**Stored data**

--

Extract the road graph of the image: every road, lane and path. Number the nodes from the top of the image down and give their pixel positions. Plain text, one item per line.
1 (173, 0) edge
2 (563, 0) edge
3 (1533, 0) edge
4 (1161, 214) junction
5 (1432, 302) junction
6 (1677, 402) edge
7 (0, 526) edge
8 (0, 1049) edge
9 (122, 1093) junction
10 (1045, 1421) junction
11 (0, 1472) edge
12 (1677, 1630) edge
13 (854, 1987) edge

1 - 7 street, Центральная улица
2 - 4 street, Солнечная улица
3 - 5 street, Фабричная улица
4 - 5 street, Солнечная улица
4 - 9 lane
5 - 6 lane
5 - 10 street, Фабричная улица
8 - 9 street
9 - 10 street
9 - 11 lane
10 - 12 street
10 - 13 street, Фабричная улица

--

**DIRECTIONS FOR THIS TASK**
Write out the records above again, keeping each one identical to the original.

**EXERCISE RESULT**
Extract the road graph of the image: every road, lane and path. Number the nodes from the top of the image down and give their pixel positions. Plain text, one item per line.
1 (173, 0) edge
2 (563, 0) edge
3 (1533, 0) edge
4 (1161, 214) junction
5 (1432, 302) junction
6 (1677, 402) edge
7 (0, 526) edge
8 (0, 1049) edge
9 (122, 1093) junction
10 (1045, 1421) junction
11 (0, 1472) edge
12 (1677, 1630) edge
13 (854, 1987) edge

1 - 7 street, Центральная улица
2 - 4 street, Солнечная улица
3 - 5 street, Фабричная улица
4 - 5 street, Солнечная улица
4 - 9 lane
5 - 6 lane
5 - 10 street, Фабричная улица
8 - 9 street
9 - 10 street
9 - 11 lane
10 - 12 street
10 - 13 street, Фабричная улица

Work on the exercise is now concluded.